Challenges in Designing Satellite Communication & GNSS Antennas

While satellite communication and GNSS systems rely on different technologies and serve different purposes, both demand antennas engineered to perform under highly specific and often extreme conditions. These antennas must deliver consistent, high-quality signals across vast distances, operate reliably in diverse and sometimes harsh environments, and meet strict performance metrics that leave little room for compromise.

The design process involves far more than selecting the right frequency band or physical size — it’s about overcoming technical, environmental, and application-specific hurdles that can dramatically affect reliability, accuracy, and overall system performance. The challenges for satellite communication and GNSS antennas are distinct, yet they share a common need for precise engineering and careful optimization.

Below, we break down the unique considerations for each technology.

Challenges in Designing Satellite Communication Antennas

Creating antennas for satellite communication requires balancing extreme performance demands with environmental and platform constraints. Key challenges include:

  • Beam Precision & Stability – Long-distance satellite links demand narrow, stable beams. Even slight pointing errors can cause significant signal loss.

  • Frequency Band Complexity – SatCom systems operate across diverse bands (L, S, C, Ku, Ka, and beyond), each with unique propagation behaviors. Designing antennas to optimize gain and minimize noise in these bands is a fine-tuned process.

  • Mobility & Tracking – On moving platforms like ships, aircraft, or land vehicles, the antenna must maintain a lock on fast-moving satellites, often requiring active tracking or phased array steering.

  • Size vs. Gain Trade-offs – Higher gain typically means larger apertures, but available space may be limited, especially for portable or on-the-move solutions.

  • Environmental Hardening – Antennas must withstand temperature extremes, high winds, salt spray, or vacuum conditions in space, while still performing at peak efficiency.

Designing for SatCom is as much about mechanical durability as it is about RF performance, requiring engineering solutions that maintain precise alignment and efficiency over years of continuous operation.

Challenges in Designing GNSS Antennas

GNSS antennas face a different set of engineering obstacles, many stemming from the need to capture ultra-weak satellite signals in real-world conditions. The most common challenges include:

  • Multipath Mitigation – Reflected signals from buildings, water, or terrain can distort position accuracy. Antennas must be designed to reject these unwanted paths.

  • Multi-Constellation & Multi-Band Reception – Modern GNSS receivers often track multiple constellations (GPS, Galileo, GLONASS, BeiDou) across multiple frequencies, requiring antennas that can cover wide bandwidths without performance loss.

  • Polarization Purity – Circular polarization must be maintained to ensure reliable reception, especially when the antenna’s orientation changes.
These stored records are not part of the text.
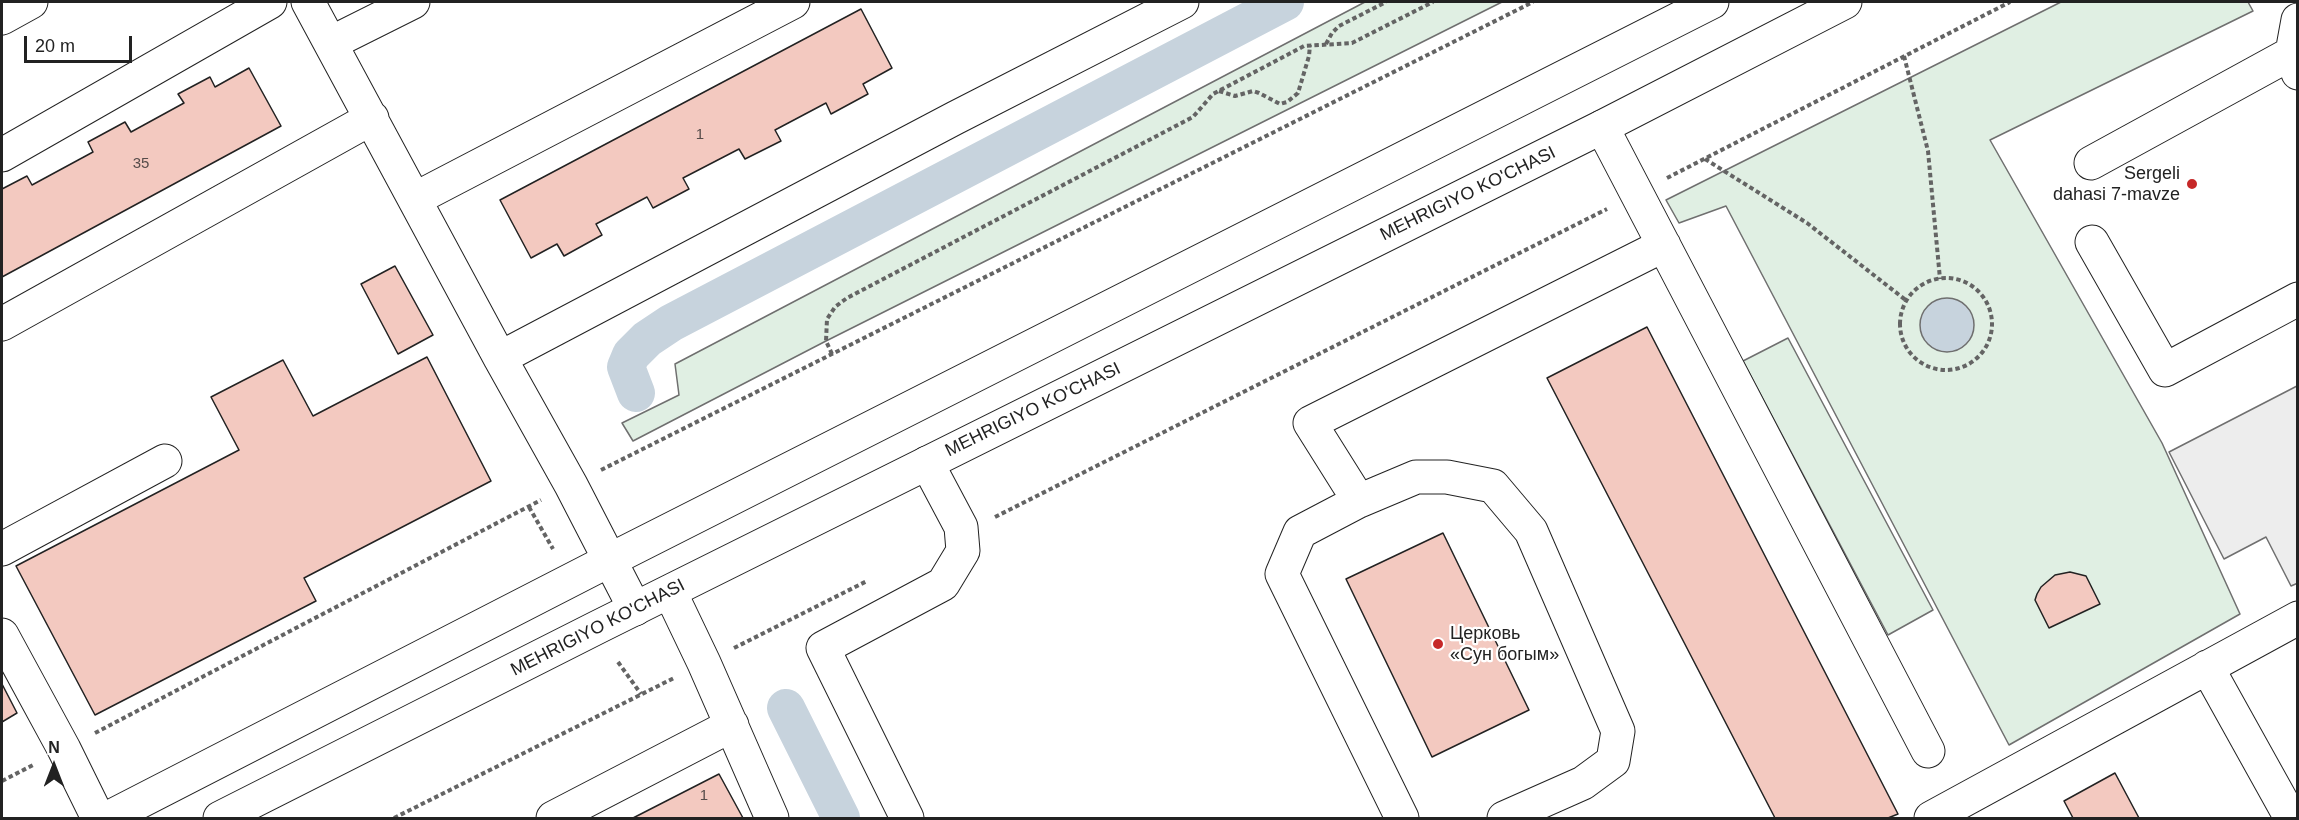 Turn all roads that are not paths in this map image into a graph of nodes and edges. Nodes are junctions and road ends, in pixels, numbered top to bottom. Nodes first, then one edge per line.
1 (31, 2) edge
2 (270, 2) edge
3 (308, 2) edge
4 (413, 2) edge
5 (793, 2) edge
6 (1182, 2) edge
7 (1712, 2) edge
8 (1845, 2) edge
9 (2, 18) edge
10 (2298, 20) edge
11 (331, 43) junction
12 (2295, 63) edge
13 (372, 118) junction
14 (1602, 127) junction
15 (2, 155) edge
16 (2091, 163) dead end
17 (415, 199) junction
18 (2092, 242) dead end
19 (1664, 245) junction
20 (2298, 299) edge
21 (2, 324) edge
22 (500, 358) junction
23 (165, 461) dead end
24 (927, 463) junction
25 (1359, 501) junction
26 (2, 549) edge
27 (610, 560) junction
28 (670, 592) junction
29 (635, 609) junction
30 (2298, 618) edge
31 (2, 635) edge
32 (2208, 667) junction
33 (732, 725) junction
34 (1928, 751) dead end
35 (98, 819) edge
36 (108, 819) edge
37 (220, 819) edge
38 (553, 819) edge
39 (772, 819) edge
40 (908, 819) edge
41 (1402, 819) edge
42 (1504, 819) edge
43 (1931, 819) edge
44 (2291, 819) edge

1 - 9 main road
2 - 15 main road
3 - 11 main road
4 - 11 main road
5 - 17 main road
6 - 22 main road
7 - 27 main road
8 - 14 main road, MEHRIGIYO KO'CHASI
10 - 12 main road
11 - 13 main road
12 - 16 main road
13 - 17 main road
13 - 21 main road
14 - 19 main road
14 - 24 main road, MEHRIGIYO KO'CHASI
17 - 22 main road
18 - 20 main road
19 - 25 main road
19 - 34 main road
22 - 27 main road
23 - 26 main road
24 - 28 main road, MEHRIGIYO KO'CHASI
24 - 40 main road
25 - 41 main road
25 - 42 main road
27 - 29 main road
27 - 36 main road
28 - 29 main road, MEHRIGIYO KO'CHASI
28 - 33 main road
29 - 37 main road, MEHRIGIYO KO'CHASI
30 - 32 main road
31 - 35 main road
32 - 43 main road
32 - 44 main road
33 - 38 main road
33 - 39 main road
  • Integration into Compact Devices – GNSS antennas are often embedded in small devices where nearby electronics can cause interference or detuning, demanding careful isolation and tuning.

  • Precision & Timing Requirements – In applications like surveying, autonomous navigation, or network synchronization, even small signal distortions can cause unacceptable errors.

Successful GNSS antenna design requires optimizing sensitivity, noise rejection, and form factor — all while maintaining accuracy in diverse environments, from urban canyons to open ocean.